Sadly the xbox skimped on memory, both main and video, due to costs at the time. We are saddled with all those legacy constraints for the next couple of years.
From what I remember they were going to go 128/128 on the 360 until the PS3 umped the Ante. We should all be very happy that MS decided to "splurge" on increased memory.
Don't forget the 20MB of edram (I believe) that is onboard the GPU. As the next gen consoles are likely looking at native 1080p as an actual target I don't know how feasible it is going to be to have that cache on board.
That said, it will be interesting to find out what they do with the xbox next.

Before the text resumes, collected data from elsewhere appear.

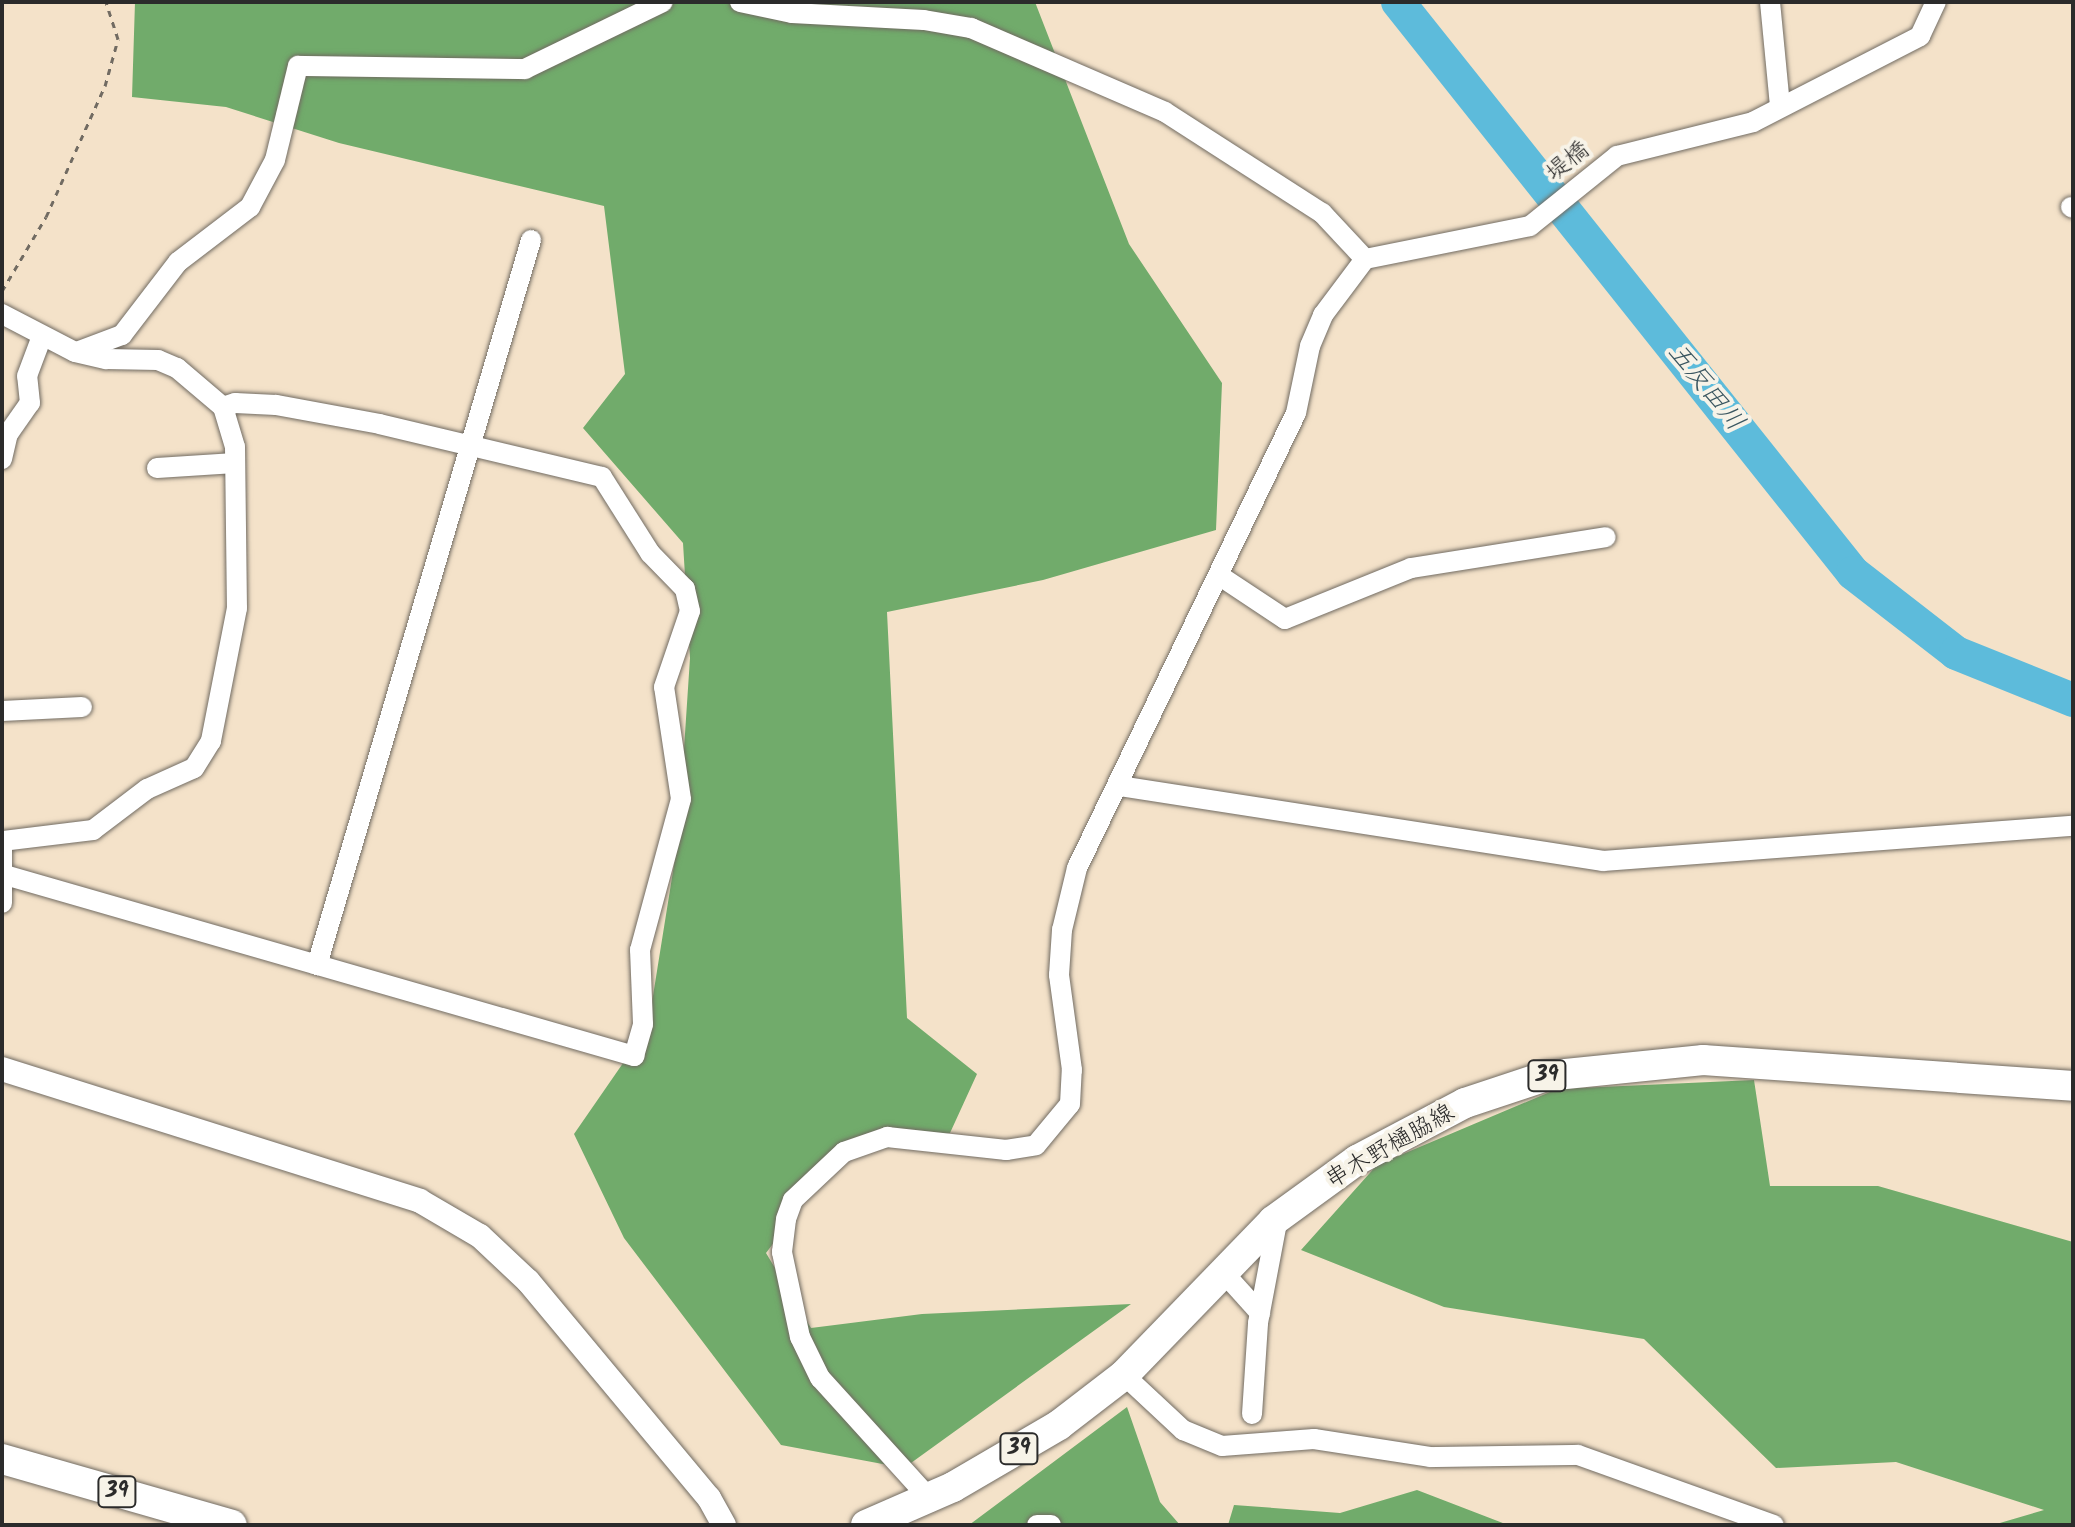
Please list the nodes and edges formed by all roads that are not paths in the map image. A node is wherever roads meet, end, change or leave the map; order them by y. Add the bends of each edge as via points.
1 (663, 2) edge
2 (740, 2) edge
3 (1770, 2) edge
4 (1936, 2) edge
5 (1780, 105) junction
6 (531, 240) dead end
7 (1365, 259) junction
8 (2, 314) edge
9 (42, 336) junction
10 (75, 352) junction
11 (223, 407) junction
12 (472, 445) junction
13 (2, 459) edge
14 (235, 463) junction
15 (157, 468) dead end
16 (1606, 537) dead end
17 (1220, 576) junction
18 (82, 707) dead end
19 (2, 711) edge
20 (1119, 786) junction
21 (2073, 826) edge
22 (5, 875) junction
23 (2, 903) edge
24 (317, 965) junction
25 (2, 1069) edge
26 (2073, 1086) edge
27 (1278, 1217) junction
28 (1224, 1273) junction
29 (1260, 1313) junction
30 (1124, 1375) junction
31 (1252, 1414) dead end
32 (2, 1459) edge
33 (929, 1498) junction
34 (232, 1525) edge
35 (724, 1525) edge
36 (866, 1525) edge
37 (1037, 1525) edge
38 (1051, 1525) edge
39 (1774, 1525) edge

1 - 10 street via 525,69 298,66 275,160 250,207 178,262 122,335
2 - 7 street via 792,13 924,20 971,28 1165,112 1322,213
3 - 5 street
4 - 5 street via 1920,36 1811,96
5 - 7 street, 堤橋 via 1753,122 1617,156 1530,226
6 - 12 street
7 - 17 street via 1323,315 1310,346 1296,413
8 - 9 street
9 - 10 street
9 - 13 street via 27,376 30,403 8,434
10 - 11 street via 158,360 177,368
11 - 12 street via 276,405
11 - 14 street
12 - 24 street
12 - 24 street via 602,477 650,553 685,589 690,611 664,687 681,799 640,950 643,1024 634,1056
14 - 15 street
14 - 22 street via 237,608 211,741 194,768 147,789 93,830 2,841
16 - 17 street via 1411,568 1285,619
17 - 20 street
18 - 19 street
20 - 21 street via 1603,861
20 - 33 street via 1077,868 1062,930 1059,975 1072,1070 1070,1104 1054,1127 1036,1145 1006,1150 887,1137 844,1152 793,1200 786,1219 782,1252 794,1309 800,1337 820,1378
22 - 23 street
22 - 24 street
25 - 35 street via 420,1201 480,1236 538,1293 709,1498
26 - 27 main road, 串木野樋脇線 / 39 via 1703,1060 1546,1076 1414,1127
27 - 28 main road, 串木野樋脇線 / 39
27 - 29 street
28 - 29 street
28 - 30 main road, 串木野樋脇線 / 39
29 - 31 street
30 - 33 main road, 串木野樋脇線 / 39 via 1059,1425
30 - 39 street via 1183,1430 1222,1446 1314,1439 1430,1457 1578,1455
32 - 34 main road, 39
33 - 36 main road, 串木野樋脇線 / 39
37 - 38 street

Are they going to keep Xenos around for legacy apps and a low powered dashboard/video playback GPU? Can it gain some compute ability that would allow it to be used for physics/AI in addition to the main GPU? Will it be able to do some sort of overlay or hybrid crossfire?

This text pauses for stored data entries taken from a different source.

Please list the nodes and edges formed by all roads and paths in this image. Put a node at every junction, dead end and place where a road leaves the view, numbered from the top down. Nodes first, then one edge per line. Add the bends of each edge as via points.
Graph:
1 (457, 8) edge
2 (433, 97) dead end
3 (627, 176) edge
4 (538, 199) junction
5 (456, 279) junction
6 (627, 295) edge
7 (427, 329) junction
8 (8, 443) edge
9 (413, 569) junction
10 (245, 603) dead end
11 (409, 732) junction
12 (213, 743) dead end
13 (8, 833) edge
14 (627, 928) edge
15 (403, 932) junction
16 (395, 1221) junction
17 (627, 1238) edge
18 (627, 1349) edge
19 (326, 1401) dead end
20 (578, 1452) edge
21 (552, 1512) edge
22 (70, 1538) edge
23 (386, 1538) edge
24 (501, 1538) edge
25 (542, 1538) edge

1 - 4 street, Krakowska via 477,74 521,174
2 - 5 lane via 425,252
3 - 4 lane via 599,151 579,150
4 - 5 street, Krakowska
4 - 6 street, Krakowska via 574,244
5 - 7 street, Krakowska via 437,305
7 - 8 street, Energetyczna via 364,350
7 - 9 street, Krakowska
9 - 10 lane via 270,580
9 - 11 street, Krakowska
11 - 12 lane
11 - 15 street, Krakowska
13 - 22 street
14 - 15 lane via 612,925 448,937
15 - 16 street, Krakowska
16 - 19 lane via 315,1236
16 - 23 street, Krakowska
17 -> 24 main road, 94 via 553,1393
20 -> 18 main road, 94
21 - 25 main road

Or will they just remove it and tell you to buy a used xbox if you want to play last gen games at all?
I am hoping they don't just die-shrink Xenos, physically double or quadruple its architecture and push it relatively cheaply out the door. A full DX11.1 part would push both the console and the PC gaming markets in a way that would be more beneficial, IMHO.
If it is GCN based, that would be pretty darn awesome and much needed (again, IMHO) in AMD's cap. We would likely see the same "OMG use the xbox as a supercomputer!" as the PS3 experienced early in its life.